• EXERCISE PROMPT: Copy each line below holding "Hacienda".

• ENTRIES PROVIDED:
○ ○ ○

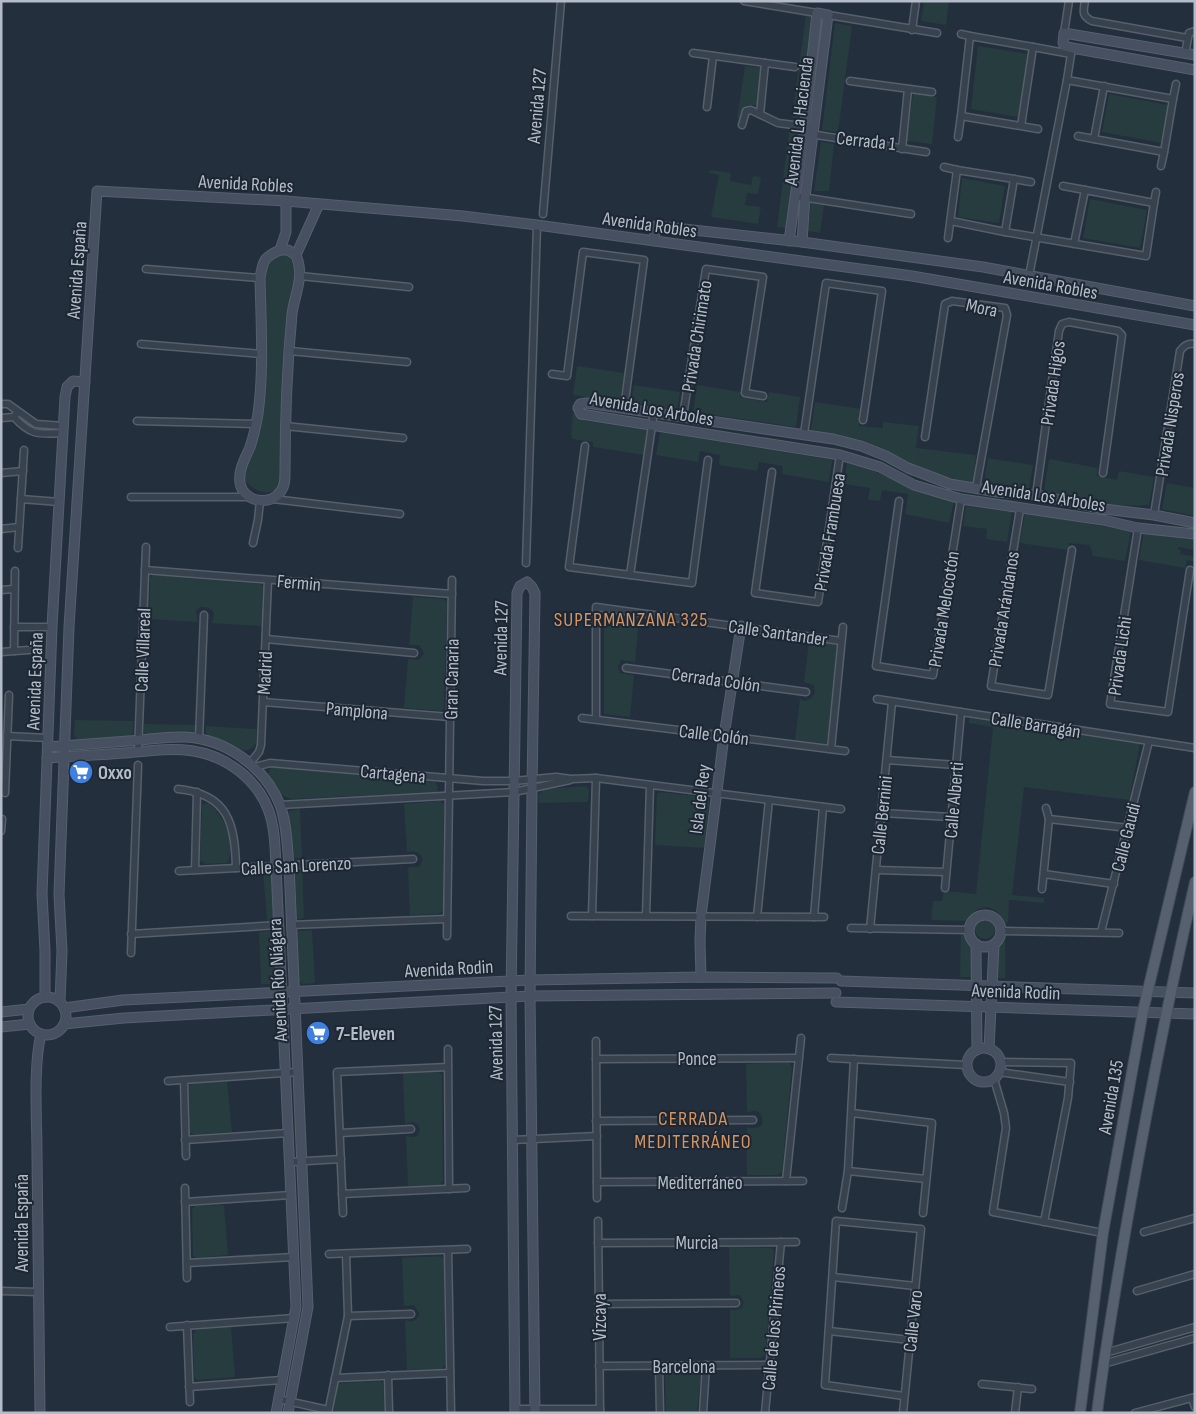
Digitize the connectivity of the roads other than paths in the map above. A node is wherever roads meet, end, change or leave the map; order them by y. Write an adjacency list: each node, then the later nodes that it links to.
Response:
1 (562, 1): 59 (street, Avenida 127)
2 (744, 1): 6 (street)
3 (916, 1): 8 (street)
4 (1069, 1): 11 (street)
5 (1085, 1): 14 (street)
6 (817, 13): 7 (street); 37 (street)
7 (828, 15): 8 (street); 38 (street, Avenida La Hacienda)
8 (912, 30): 10 (street)
9 (1195, 30): 14 (street)
10 (937, 33)
11 (1064, 33): 16 (street); 18 (street)
12 (961, 34): 13 (street)
13 (970, 36): 15 (street); 33 (street)
14 (1188, 38): 18 (street)
15 (1033, 47): 16 (street); 35 (street)
16 (1072, 51): 23 (street); 25 (street)
17 (693, 53): 19 (street)
18 (1185, 54): 20 (street)
19 (713, 56): 21 (street); 31 (street)
20 (1195, 56)
21 (765, 63): 22 (street); 32 (street)
22 (795, 67)
23 (1195, 70)
24 (850, 80): 28 (street)
25 (1067, 80): 27 (street); 65 (street)
26 (1176, 84): 30 (street)
27 (1104, 86): 30 (street); 41 (street)
28 (908, 89): 29 (street); 42 (street, Cerrada 1)
29 (932, 92)
30 (1173, 99): 44 (street)
31 (707, 107)
32 (760, 114): 34 (street); 37 (street, Cerrada 1)
33 (961, 116): 35 (street); 40 (street)
34 (742, 125)
35 (1021, 126): 36 (street)
36 (1038, 129)
37 (805, 130): 38 (street, Cerrada 1); 54 (street)
38 (814, 131): 42 (street, Cerrada 1); 55 (street, Avenida La Hacienda)
39 (1078, 136): 41 (street)
40 (958, 137)
41 (1094, 139): 44 (street)
42 (902, 149): 43 (street)
43 (926, 152)
44 (1164, 152): 45 (street)
45 (1161, 166)
46 (944, 167): 47 (street)
47 (958, 170): 48 (street); 61 (street)
48 (1014, 179): 49 (street); 63 (street)
49 (1031, 182)
50 (1063, 186): 51 (street)
51 (1085, 190): 57 (street); 69 (street)
52 (97, 191): 56 (street, Avenida Robles); 85 (street, Avenida España)
53 (1156, 192): 57 (street)
54 (795, 196): 55 (street); 67 (street)
55 (805, 197): 60 (street); 68 (street, Avenida La Hacienda)
56 (286, 201): 58 (street, Avenida Robles); 70 (street)
57 (1154, 203): 69 (street)
58 (319, 204): 62 (street, Avenida Robles); 71 (street)
59 (542, 214)
60 (911, 214)
61 (951, 221): 63 (street); 64 (street)
62 (537, 225): 66 (street, Avenida Robles); 141 (street)
63 (1005, 232): 65 (street)
64 (948, 238)
65 (1036, 238): 69 (street); 74 (street)
66 (654, 241): 67 (street, Avenida Robles); 78 (street, Avenida Robles)
67 (789, 241): 68 (street, Avenida Robles)
68 (802, 242): 74 (street, Avenida Robles)
69 (1074, 244)
70 (280, 250): 71 (street); 75 (street)
71 (296, 255): 73 (street)
72 (146, 269): 75 (street)
73 (300, 276): 76 (street); 81 (street)
74 (1029, 276): 77 (street, Avenida Robles)
75 (260, 278): 82 (street)
76 (409, 287)
77 (1195, 306)
78 (1195, 325)
79 (140, 344): 82 (street)
80 (1195, 344): 130 (street, Privada Nisperos)
81 (290, 351): 83 (street); 97 (street)
82 (261, 354): 96 (street)
83 (407, 362)
84 (552, 374): 88 (street)
85 (85, 382): 99 (street, Avenida España); 180 (street, Avenida España)
86 (763, 396): 91 (street, Privada Chirimato)
87 (1, 404): 89 (street)
88 (624, 408): 90 (street, Avenida Los Arboles); 98 (street, Avenida Los Arboles)
89 (19, 411): 92 (street); 99 (street)
90 (654, 412): 91 (street, Avenida Los Arboles); 98 (street)
91 (684, 416): 100 (street, Avenida Los Arboles)
92 (14, 417): 93 (street); 99 (street)
93 (1, 418)
94 (863, 420): 101 (street)
95 (137, 421): 96 (street)
96 (256, 424): 119 (street)
97 (285, 426): 103 (street); 121 (street)
98 (652, 426): 104 (street, Avenida Los Arboles); 145 (street)
99 (63, 429): 125 (street, Avenida España)
100 (768, 430): 101 (street, Avenida Los Arboles); 104 (street)
101 (804, 434): 108 (street, Avenida Los Arboles)
102 (925, 437): 115 (street, Mora)
103 (403, 438)
104 (766, 443): 107 (street, Avenida Los Arboles)
105 (585, 446): 145 (street)
106 (24, 450): 111 (street)
107 (840, 456): 110 (street, Avenida Los Arboles); 112 (street, Privada Frambuesa)
108 (886, 456): 110 (street); 115 (street, Avenida Los Arboles)
109 (708, 460): 145 (street)
110 (880, 467): 122 (street, Avenida Los Arboles)
111 (22, 471): 113 (street); 120 (street)
112 (772, 472)
113 (1, 473)
114 (1103, 473): 117 (street, Privada Higos)
115 (976, 488): 116 (street, Avenida Los Arboles)
116 (997, 492): 117 (street, Avenida Los Arboles); 126 (street)
117 (1036, 495): 128 (street, Avenida Los Arboles)
118 (131, 497): 119 (street)
119 (249, 497): 123 (street)
120 (21, 499): 125 (street); 133 (street)
121 (273, 499): 123 (street); 129 (street)
122 (960, 499): 124 (street, Privada Melocotón); 126 (street, Avenida Los Arboles)
123 (260, 501): 137 (street)
124 (898, 501)
125 (59, 502): 154 (street, Avenida España)
126 (995, 504): 127 (street, Avenida Los Arboles)
127 (1020, 508): 131 (street, Avenida Los Arboles); 140 (street, Privada Arándanos)
128 (1104, 509): 130 (street, Avenida Los Arboles); 131 (street)
129 (400, 514)
130 (1154, 515): 132 (street, Avenida Los Arboles)
131 (1103, 520): 134 (street, Avenida Los Arboles)
132 (1195, 523)
133 (19, 527): 135 (street); 139 (street)
134 (1138, 528): 136 (street, Avenida Los Arboles); 143 (street, Privada Lichi)
135 (1, 529)
136 (1195, 534)
137 (253, 543)
138 (146, 547): 142 (street, Calle Villareal)
139 (18, 548)
140 (1072, 550)
141 (526, 563)
142 (145, 570): 146 (street, Fermin); 177 (street, Calle Villareal)
143 (1190, 570)
144 (15, 571): 148 (street)
145 (630, 575)
146 (268, 580): 150 (street, Fermin); 156 (street, Madrid)
147 (452, 580): 150 (street, Gran Canaria)
148 (14, 589): 149 (street); 153 (street)
149 (1, 590)
150 (452, 594): 171 (street, Gran Canaria)
151 (204, 615): 176 (street)
152 (741, 626): 157 (street, Calle Santander); 163 (street, Isla del Rey); 173 (street, Calle Santander)
153 (14, 627): 154 (street); 159 (street)
154 (52, 627): 179 (street, Avenida España)
155 (843, 627): 157 (street)
156 (266, 639): 161 (street); 167 (street, Madrid)
157 (841, 641): 182 (street)
158 (29, 650): 159 (street)
159 (14, 651): 160 (street)
160 (1, 652)
161 (414, 653)
162 (626, 668): 163 (street, Cerrada Colón)
163 (732, 681): 164 (street, Cerrada Colón); 175 (street, Isla del Rey)
164 (806, 692)
165 (9, 695): 170 (street)
166 (876, 699): 168 (street, Calle Barragán)
167 (263, 702): 171 (street, Pamplona); 190 (street, Madrid)
168 (892, 702): 169 (street, Calle Barragán); 187 (street, Calle Bernini)
169 (961, 712): 178 (street, Calle Barragán); 188 (street, Calle Alberti)
170 (5, 716): 174 (street)
171 (450, 717): 191 (street, Gran Canaria)
172 (582, 718): 173 (street, Calle Colón)
173 (596, 719): 175 (street, Calle Colón)
174 (7, 736): 179 (street); 193 (street)
175 (724, 736): 182 (street, Calle Colón); 202 (street, Isla del Rey)
176 (199, 739): 177 (street, Avenida Río Niágara); 190 (street, Avenida Río Niágara)
177 (139, 740): 180 (street, Avenida Río Niágara); 184 (street, Calle Villareal)
178 (1149, 741): 181 (street, Calle Barragán); 213 (street, Calle Gaudi)
179 (48, 742): 180 (street, Avenida Río Niágara); 186 (street, Avenida España)
180 (65, 746): 185 (street, Avenida España)
181 (1195, 748)
182 (831, 749): 183 (street, Calle Colón)
183 (845, 751)
184 (138, 752): 185 (street, Avenida Río Niágara); 217 (street, Avenida Río Niágara)
185 (64, 757): 186 (street, Avenida Río Niágara); 264 (street, Avenida España)
186 (47, 758): 262 (street, Avenida España)
187 (887, 760): 188 (street); 209 (street, Calle Bernini)
188 (956, 764): 210 (street, Calle Alberti)
189 (138, 765): 244 (street)
190 (253, 765): 191 (street, Cartagena); 205 (street, Avenida Río Niágara)
191 (449, 778): 194 (street, Cartagena); 203 (street, Gran Canaria)
192 (596, 778): 195 (street); 196 (street); 229 (street)
193 (4, 779): 201 (street)
194 (514, 781): 195 (street, Cartagena); 195 (street, Avenida 127); 199 (street, Avenida 127)
195 (532, 784): 199 (street, Cartagena); 251 (street, Avenida 127)
196 (650, 785): 202 (street); 230 (street)
197 (178, 789): 198 (street)
198 (197, 792): 218 (street); 219 (street)
199 (514, 792): 203 (street, Cartagena); 252 (street, Avenida 127)
200 (1195, 792): 256 (main road, Avenida 135)
201 (5, 793)
202 (717, 794): 204 (street); 231 (street, Isla del Rey)
203 (449, 796): 205 (street, Cartagena); 235 (street)
204 (769, 800): 206 (street); 232 (street)
205 (280, 805): 216 (street, Avenida Río Niágara)
206 (824, 807): 208 (street); 233 (street)
207 (1046, 808): 211 (street)
208 (841, 809)
209 (882, 813): 210 (street); 220 (street, Calle Bernini)
210 (951, 817): 222 (street, Calle Alberti)
211 (1049, 819): 213 (street); 223 (street)
212 (2, 820): 214 (street)
213 (1128, 828): 225 (street, Calle Gaudi)
214 (1, 831)
215 (413, 859): 216 (street, Calle San Lorenzo)
216 (288, 865): 217 (street, Calle San Lorenzo); 237 (street, Avenida Río Niágara)
217 (276, 866): 218 (street, Calle San Lorenzo); 236 (street, Avenida Río Niágara)
218 (236, 868): 219 (street, Calle San Lorenzo)
219 (195, 870): 221 (street, Calle San Lorenzo)
220 (876, 870): 222 (street); 239 (street, Calle Bernini)
221 (179, 871)
222 (946, 872): 226 (street, Calle Alberti)
223 (1044, 874): 225 (street); 227 (street)
224 (1195, 882): 257 (main road, Avenida 135)
225 (1114, 884): 242 (street, Calle Gaudi)
226 (945, 888)
227 (1042, 889)
228 (571, 916): 229 (street)
229 (592, 916): 230 (street)
230 (646, 916): 231 (street)
231 (701, 916): 232 (street); 249 (street, Isla del Rey)
232 (757, 916): 233 (street)
233 (814, 917): 234 (street)
234 (824, 917)
235 (447, 919): 237 (street); 245 (street)
236 (279, 925): 244 (street); 258 (street, Avenida Río Niágara)
237 (291, 925): 255 (street, Avenida Río Niágara)
238 (851, 928): 239 (street)
239 (870, 929): 240 (street)
240 (969, 930): 241 (street); 246 (street)
241 (1002, 931): 242 (street); 247 (street)
242 (1101, 932): 243 (street)
243 (1119, 933)
244 (131, 934): 248 (street)
245 (447, 936)
246 (976, 944): 247 (street); 253 (street)
247 (994, 945): 254 (street)
248 (131, 953)
249 (702, 978): 250 (street, Avenida Rodin); 251 (street, Avenida Rodin)
250 (790, 978): 253 (street, Avenida Rodin); 259 (street)
251 (530, 980): 252 (street, Avenida Rodin); 261 (street, Avenida 127)
252 (512, 981): 255 (street, Avenida Rodin); 263 (street, Avenida 127)
253 (976, 985): 254 (street, Avenida Rodin); 265 (street)
254 (992, 985): 256 (street, Avenida Rodin); 266 (street)
255 (294, 991): 258 (street, Avenida Rodin); 269 (street, Avenida Río Niágara)
256 (1148, 991): 257 (street, Avenida Rodin); 270 (main road, Avenida 135)
257 (1170, 991): 260 (street, Avenida Rodin); 272 (main road, Avenida 135)
258 (282, 992): 264 (street, Avenida Rodin); 268 (street, Avenida Río Niágara)
259 (790, 993): 261 (street, Avenida Rodin); 265 (street, Avenida Rodin)
260 (1195, 993)
261 (530, 996): 263 (street, Avenida Rodin); 303 (street, Avenida 127)
262 (45, 997): 264 (street); 267 (street)
263 (511, 998): 269 (street, Avenida Rodin); 305 (street, Avenida 127)
264 (62, 1005): 275 (street, Avenida España)
265 (976, 1006): 266 (street, Avenida Rodin); 282 (street)
266 (991, 1007): 270 (street, Avenida Rodin); 281 (street)
267 (29, 1009): 271 (street); 274 (street)
268 (283, 1009): 269 (street, Avenida Rodin); 275 (street, Avenida Rodin); 290 (street, Avenida Río Niágara)
269 (295, 1009): 291 (street, Avenida Río Niágara)
270 (1143, 1011): 272 (street, Avenida Rodin); 329 (main road, Avenida 135)
271 (1, 1012)
272 (1166, 1012): 273 (street, Avenida Rodin); 358 (main road, Avenida 135)
273 (1195, 1014)
274 (30, 1024): 276 (street); 277 (street)
275 (64, 1024): 277 (street)
276 (1, 1027)
277 (41, 1034): 345 (street, Avenida España)
278 (801, 1038): 283 (street)
279 (596, 1041): 285 (street)
280 (448, 1049): 289 (street)
281 (989, 1049): 282 (street); 287 (street)
282 (977, 1050): 288 (street)
283 (799, 1058): 285 (street, Ponce); 312 (street)
284 (831, 1058): 286 (street)
285 (596, 1059): 298 (street)
286 (854, 1059): 288 (street); 296 (street)
287 (1001, 1062): 292 (street); 295 (street)
288 (966, 1065): 292 (street)
289 (448, 1067): 300 (street); 317 (street)
290 (286, 1072): 291 (street); 293 (street); 301 (street, Avenida Río Niágara)
291 (298, 1072): 308 (street, Avenida Río Niágara)
292 (997, 1076): 295 (street); 327 (street)
293 (184, 1080): 294 (street); 304 (street)
294 (168, 1081)
295 (1070, 1082): 327 (street)
296 (852, 1113): 310 (street); 311 (street)
297 (753, 1120): 298 (street)
298 (596, 1122): 302 (street)
299 (411, 1129): 300 (street)
300 (340, 1132): 307 (street)
301 (288, 1133): 304 (street); 309 (street, Avenida Río Niágara)
302 (596, 1136): 303 (street); 314 (street)
303 (532, 1138): 305 (street); 380 (street, Avenida 127)
304 (185, 1140): 306 (street)
305 (513, 1140): 379 (street, Avenida 127)
306 (186, 1156)
307 (341, 1159): 308 (street); 318 (street)
308 (302, 1161): 309 (street); 377 (street, Avenida Río Niágara)
309 (290, 1162): 319 (street, Avenida Río Niágara)
310 (848, 1171): 311 (street); 322 (street)
311 (926, 1178): 324 (street)
312 (786, 1181): 313 (street, Mediterráneo); 314 (street, Mediterráneo)
313 (803, 1181)
314 (597, 1182): 320 (street)
315 (185, 1188): 321 (street)
316 (466, 1188): 317 (street)
317 (449, 1189): 318 (street)
318 (342, 1194): 323 (street)
319 (291, 1196): 321 (street); 337 (street, Avenida Río Niágara)
320 (597, 1198)
321 (186, 1202): 338 (street)
322 (842, 1208)
323 (343, 1213)
324 (923, 1213)
325 (1195, 1218): 328 (street)
326 (598, 1221): 332 (street, Vizcaya)
327 (1044, 1222): 329 (street)
328 (1144, 1232)
329 (1103, 1233): 393 (main road, Avenida 135)
330 (781, 1242): 331 (street, Murcia); 332 (street, Murcia); 362 (street, Calle de los Pirineos)
331 (796, 1242)
332 (598, 1243): 347 (street, Vizcaya)
333 (467, 1249): 334 (street)
334 (448, 1250): 336 (street); 365 (street)
335 (329, 1254): 336 (street)
336 (346, 1254): 349 (street)
337 (294, 1257): 338 (street); 350 (street, Avenida Río Niágara)
338 (187, 1263): 341 (street)
339 (1195, 1274): 344 (street)
340 (833, 1277): 342 (street); 342 (street, Calle Varo); 354 (street)
341 (187, 1278)
342 (915, 1286): 356 (street, Calle Varo)
343 (1, 1291): 345 (street)
344 (1137, 1291)
345 (38, 1292): 383 (street, Avenida España)
346 (736, 1302): 347 (street)
347 (599, 1304): 363 (street, Vizcaya)
348 (411, 1314): 349 (street)
349 (348, 1316): 367 (street)
350 (294, 1318): 351 (street); 368 (street, Avenida Río Niágara)
351 (187, 1325): 352 (street); 370 (street)
352 (170, 1327)
353 (1195, 1327): 357 (street)
354 (829, 1331): 356 (street); 373 (street)
355 (1195, 1338): 359 (street)
356 (910, 1340): 373 (street, Calle Varo)
357 (1128, 1346): 358 (street); 359 (street)
358 (1104, 1353): 360 (main road, Avenida 135)
359 (1130, 1356): 360 (street)
360 (1103, 1364): 394 (main road, Avenida 135)
361 (706, 1365): 362 (street, Barcelona); 364 (street, Barcelona); 389 (street)
362 (769, 1365): 390 (street, Calle de los Pirineos)
363 (599, 1366): 364 (street, Barcelona); 381 (street, Vizcaya)
364 (659, 1366): 388 (street)
365 (450, 1373): 366 (street); 387 (street)
366 (388, 1376): 367 (street); 386 (street)
367 (335, 1378): 382 (street)
368 (282, 1380): 370 (street); 375 (street, Avenida Río Niágara)
369 (982, 1384): 371 (street)
370 (190, 1387): 376 (street)
371 (1018, 1387): 372 (street); 392 (street)
372 (1032, 1389)
373 (904, 1396): 391 (street, Calle Varo)
374 (1194, 1398): 378 (street); 395 (street)
375 (278, 1399): 377 (street); 384 (street, Avenida Río Niágara)
376 (190, 1402)
377 (290, 1402): 382 (street); 385 (street, Avenida Río Niágara)
378 (1195, 1407)
379 (515, 1411): 380 (street)
380 (535, 1411): 381 (street)
381 (600, 1411)
382 (328, 1412)
383 (40, 1413)
384 (276, 1413)
385 (288, 1413)
386 (389, 1413)
387 (451, 1413)
388 (660, 1413)
389 (703, 1413)
390 (764, 1413)
391 (903, 1413)
392 (1015, 1413)
393 (1080, 1413)
394 (1097, 1413)
395 (1135, 1413)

○ ○ ○

• EXERCISE SOLUTION:
7 (828, 15): 8 (street); 38 (street, Avenida La Hacienda)
38 (814, 131): 42 (street, Cerrada 1); 55 (street, Avenida La Hacienda)
55 (805, 197): 60 (street); 68 (street, Avenida La Hacienda)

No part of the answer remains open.